130 reviews867 followers
June 28, 2020
4.5 stars. Recommended.
All my life I've listened to people share the stories about jinn that were passed on to them from people in their social circle, often older family members who claimed to have seen them. There's a very specific religious and cultural context to the jinn, and as a Muslim it's been disheartening to see these supernatural beings animated and distorted to be served to a western audience, often in books that are YA or fantasy. OF SEA AND SAND is that rare book that presents an authentic, well-researched perspective of the jinn as we perceive them in the gulf region. The story captures the perfect balance of reality and supernatural forces that intermingle in our world. Many times we experience something that we cannot explain by logic or reason, so we reach for the unseen world and the influences it has on our world.

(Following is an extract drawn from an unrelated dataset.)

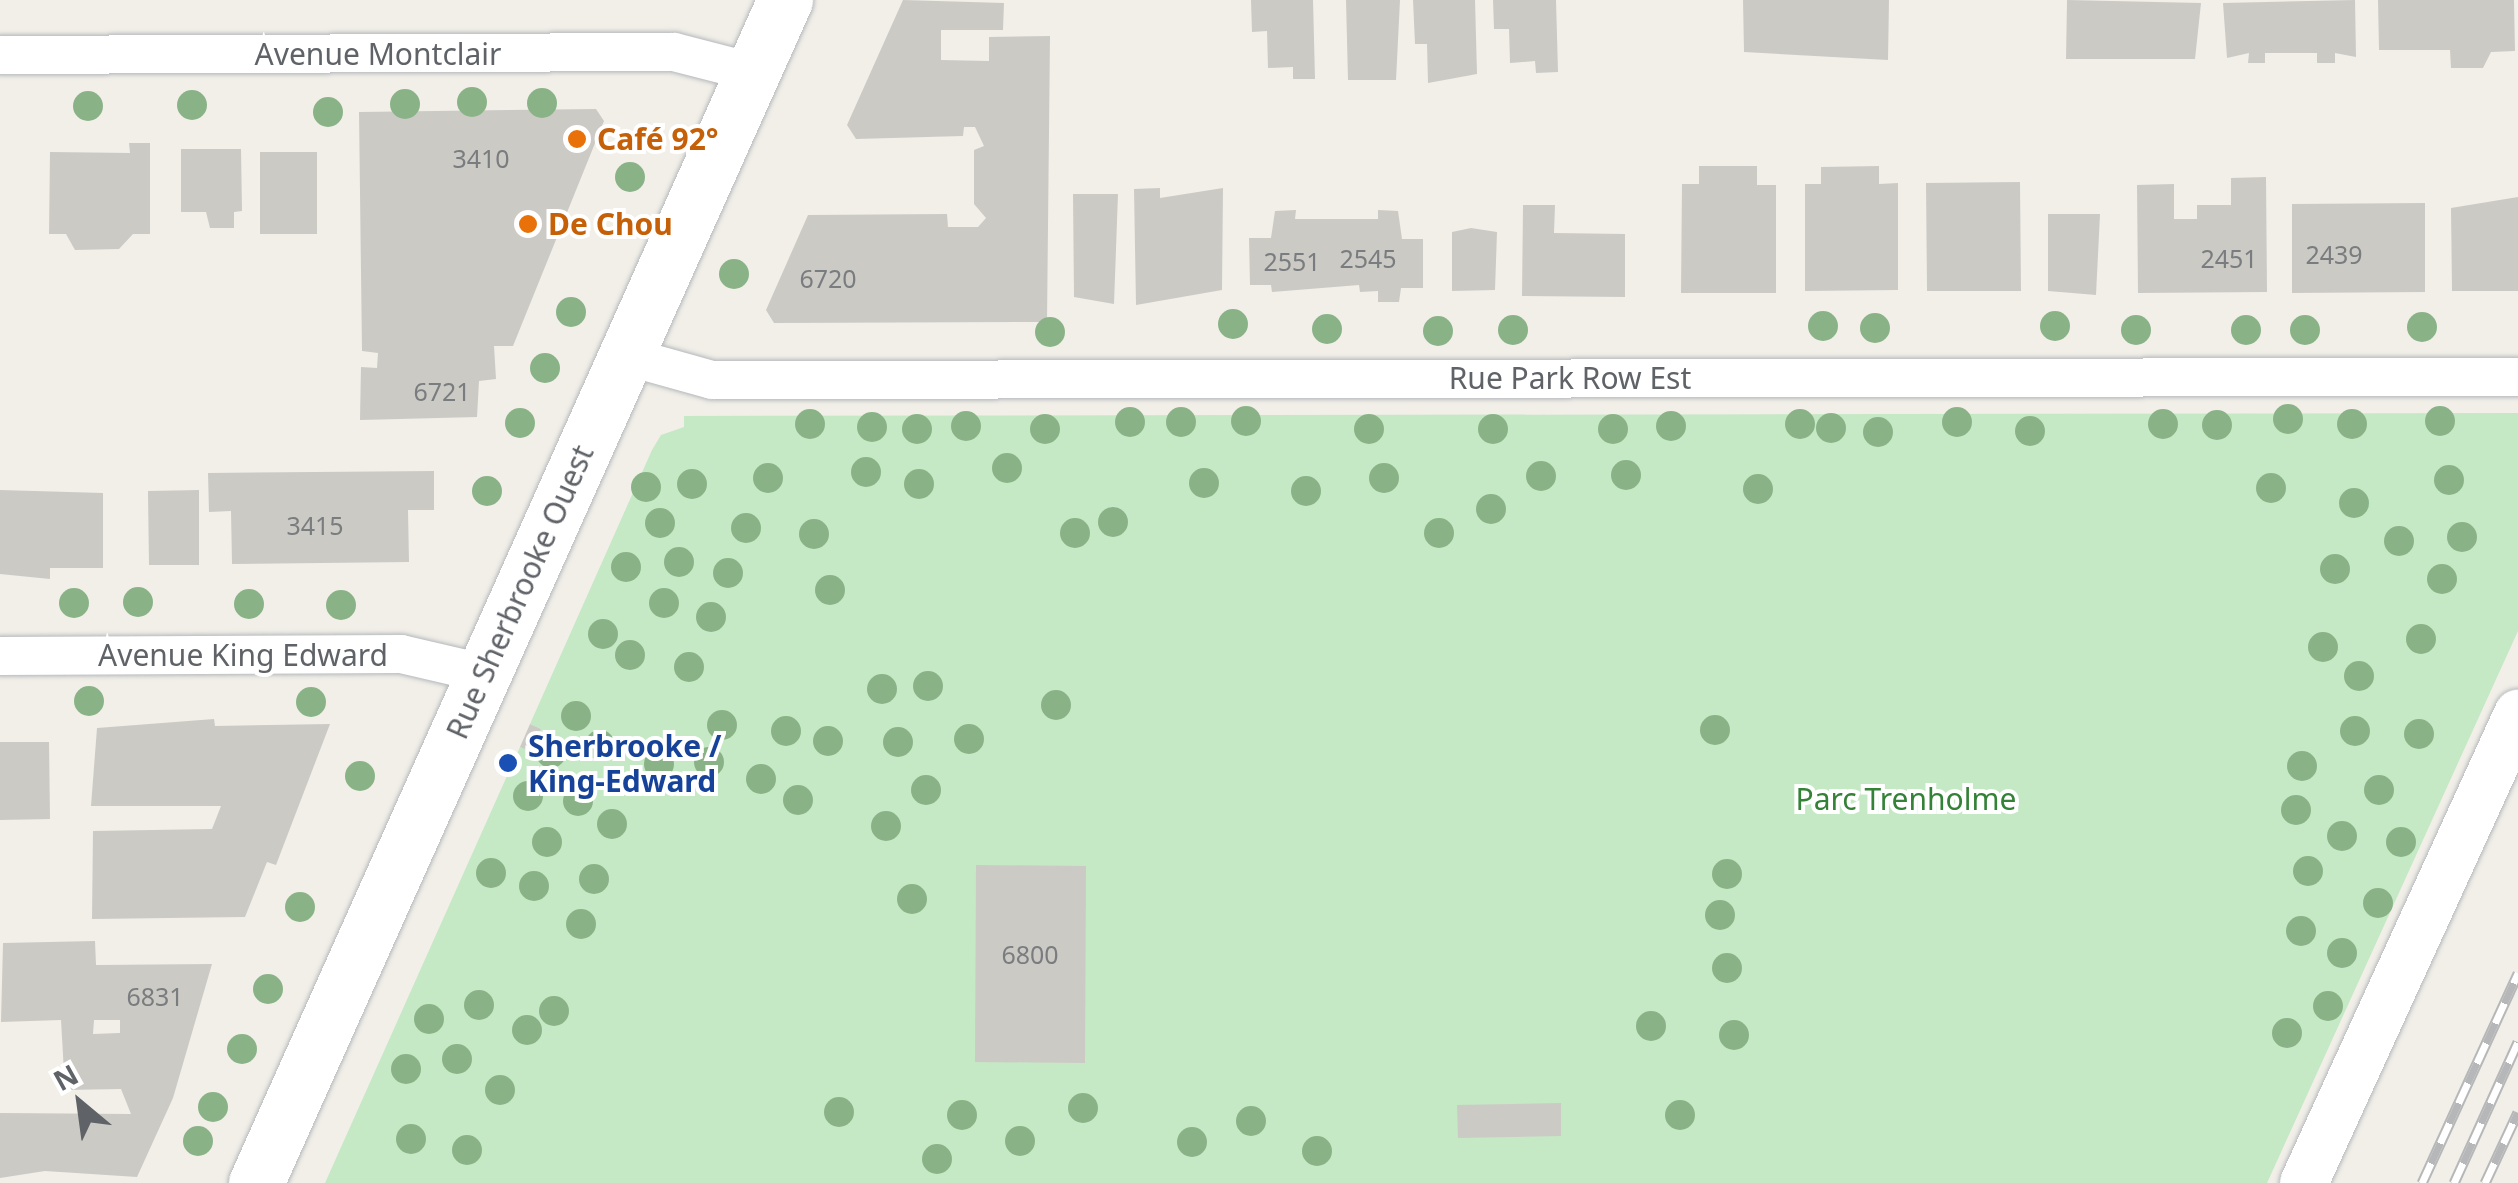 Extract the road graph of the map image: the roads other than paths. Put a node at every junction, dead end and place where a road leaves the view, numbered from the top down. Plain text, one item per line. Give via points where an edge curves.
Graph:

There are three major sections in this novel that follow two main characters. The story begins from Gabriel's perspective. From the start we know that Gabriel has arrived in Muscat, Oman, to escape from society in Ireland. Gabriel has done something that has brought shame to his family and turned him into an outcast in his own homeland. We get snippets of what that might be, especially from the way he's treated by his sister Annie who lives in Muscat, but we never really find out the exact details for most of the novel. Having read the story I'd say the specific details aren't important, but Gabriel's shame and isolation is. He's a broken man in many ways, so there's an opening in Gabriel, like a wound and perhaps that lets in the supernatural experiences that happen to him. In the first section, Gabriel starts a love affair with a woman that no one else can see. The people around him believe that his lover is a jinn, since she only appears to Gabriel, even when he's with other people. After all, there are stories of men who marry and start a family with jinnis. But then his lover disappears.

In the second section we follow an Irishwoman, Thea. She's arrived in Baghdad to work for a company - her impulse for adventure brings her to Saddam Hussein's Iraq, a place where the locals and foreigners work together but don't cross those boundaries socially. Thea's time is mostly divided between the office and the hotel where she lives with a few other staff members, including an American woman Kim. Thea finds herself drawn to the hotel manager and receptionist Sachdiv, an Indian man who grew up in Oman and now lives in Iraq with his wife and children. An unknown illness takes Thea out of Baghdad.

The third section, which is divided into a couple of smaller sections, takes place over two decades later, closer to our time today. Gabriel and Thea's paths cross in Muscat and he believes that she's his mysterious lover. In this section, the intermingling of reality and the unseen world of the jinn (or Irish fairies and folklore) solidify and a shape begins to take hold.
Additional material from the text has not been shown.